Valid Reasons for Monitoring
“It was like I lost everything in my life,” Arace said in 2004. She got in trouble for passing along, among other things, a joke e-mail with the subject line “Vote Hillary” and an attached picture of Sen. Hillary Clinton’s head pasted onto the body of a woman flashing her breasts. “You get a simple e-mail like this, you read it, you chuckle, forward it on, click. Done deal. You don’t think of the policy, because everyone was doing it.”
There are plenty of valid reasons for companies to monitor their workers’ computer use. Productivity is one. A 2005 survey by salary.com and America Online found that employees on average wasted at least two hours a day—much of it online—doing things other than work, at an annual cost to businesses of about $759 billion.

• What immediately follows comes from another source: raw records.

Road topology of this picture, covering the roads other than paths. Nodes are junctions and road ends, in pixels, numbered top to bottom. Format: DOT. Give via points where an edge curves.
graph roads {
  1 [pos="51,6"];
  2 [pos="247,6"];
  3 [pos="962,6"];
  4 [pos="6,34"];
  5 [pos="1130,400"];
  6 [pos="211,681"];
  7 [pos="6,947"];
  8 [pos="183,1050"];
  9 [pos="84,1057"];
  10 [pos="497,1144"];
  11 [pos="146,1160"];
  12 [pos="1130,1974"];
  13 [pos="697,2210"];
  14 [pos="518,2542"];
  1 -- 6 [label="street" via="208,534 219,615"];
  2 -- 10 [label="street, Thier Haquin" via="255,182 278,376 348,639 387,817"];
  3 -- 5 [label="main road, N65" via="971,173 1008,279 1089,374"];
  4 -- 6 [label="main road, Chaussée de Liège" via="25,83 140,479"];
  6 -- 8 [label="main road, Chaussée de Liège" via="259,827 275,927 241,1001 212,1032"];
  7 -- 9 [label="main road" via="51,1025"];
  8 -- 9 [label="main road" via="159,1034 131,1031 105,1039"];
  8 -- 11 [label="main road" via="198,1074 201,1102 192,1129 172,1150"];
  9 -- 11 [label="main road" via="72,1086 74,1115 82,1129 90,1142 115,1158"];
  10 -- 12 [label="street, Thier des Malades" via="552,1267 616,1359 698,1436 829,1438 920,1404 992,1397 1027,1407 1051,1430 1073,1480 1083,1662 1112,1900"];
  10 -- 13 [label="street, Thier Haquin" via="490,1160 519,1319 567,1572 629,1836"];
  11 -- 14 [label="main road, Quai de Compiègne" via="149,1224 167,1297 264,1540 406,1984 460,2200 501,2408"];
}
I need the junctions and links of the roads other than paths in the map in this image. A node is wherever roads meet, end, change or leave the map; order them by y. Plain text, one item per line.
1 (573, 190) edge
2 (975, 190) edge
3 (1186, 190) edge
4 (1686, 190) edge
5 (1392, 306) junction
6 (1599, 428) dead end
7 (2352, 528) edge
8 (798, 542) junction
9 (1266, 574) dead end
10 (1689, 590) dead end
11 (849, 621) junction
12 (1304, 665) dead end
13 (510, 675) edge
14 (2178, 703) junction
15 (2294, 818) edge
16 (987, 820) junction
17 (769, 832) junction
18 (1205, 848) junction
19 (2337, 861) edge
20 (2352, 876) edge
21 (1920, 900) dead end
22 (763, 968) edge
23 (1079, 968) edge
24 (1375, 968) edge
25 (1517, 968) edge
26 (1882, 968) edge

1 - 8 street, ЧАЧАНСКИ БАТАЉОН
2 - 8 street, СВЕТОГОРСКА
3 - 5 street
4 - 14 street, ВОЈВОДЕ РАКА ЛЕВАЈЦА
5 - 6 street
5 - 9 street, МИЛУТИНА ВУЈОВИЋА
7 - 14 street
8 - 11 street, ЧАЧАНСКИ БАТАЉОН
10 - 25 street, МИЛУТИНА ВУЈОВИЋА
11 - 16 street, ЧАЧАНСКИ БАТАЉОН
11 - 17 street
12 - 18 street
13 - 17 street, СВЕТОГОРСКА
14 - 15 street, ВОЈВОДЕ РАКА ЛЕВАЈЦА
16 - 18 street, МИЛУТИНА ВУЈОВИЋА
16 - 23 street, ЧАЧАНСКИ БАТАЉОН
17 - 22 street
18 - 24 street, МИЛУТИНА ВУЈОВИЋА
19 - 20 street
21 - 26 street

Improper computer use can also spell legal trouble. Downloading pirated music or movies onto a work computer can prompt a copyright-infringement suit. Viewing pornography or sending sexually suggestive e-mails can lead to sexual harassment claims. No business wants to end up like Chevron, which had to pay $2.2 million to female employees after male workers circulated offensive e-mails. (The message contained in one: “25 Reasons Why Beer Is Better Than Women.”)
Says Nancy Flynn, the ePolicy Institute’s executive director and author of books on workplace computing rules, “If a company gets embroiled in a lawsuit, you can take it to the bank that its e-mail will be subpoenaed.”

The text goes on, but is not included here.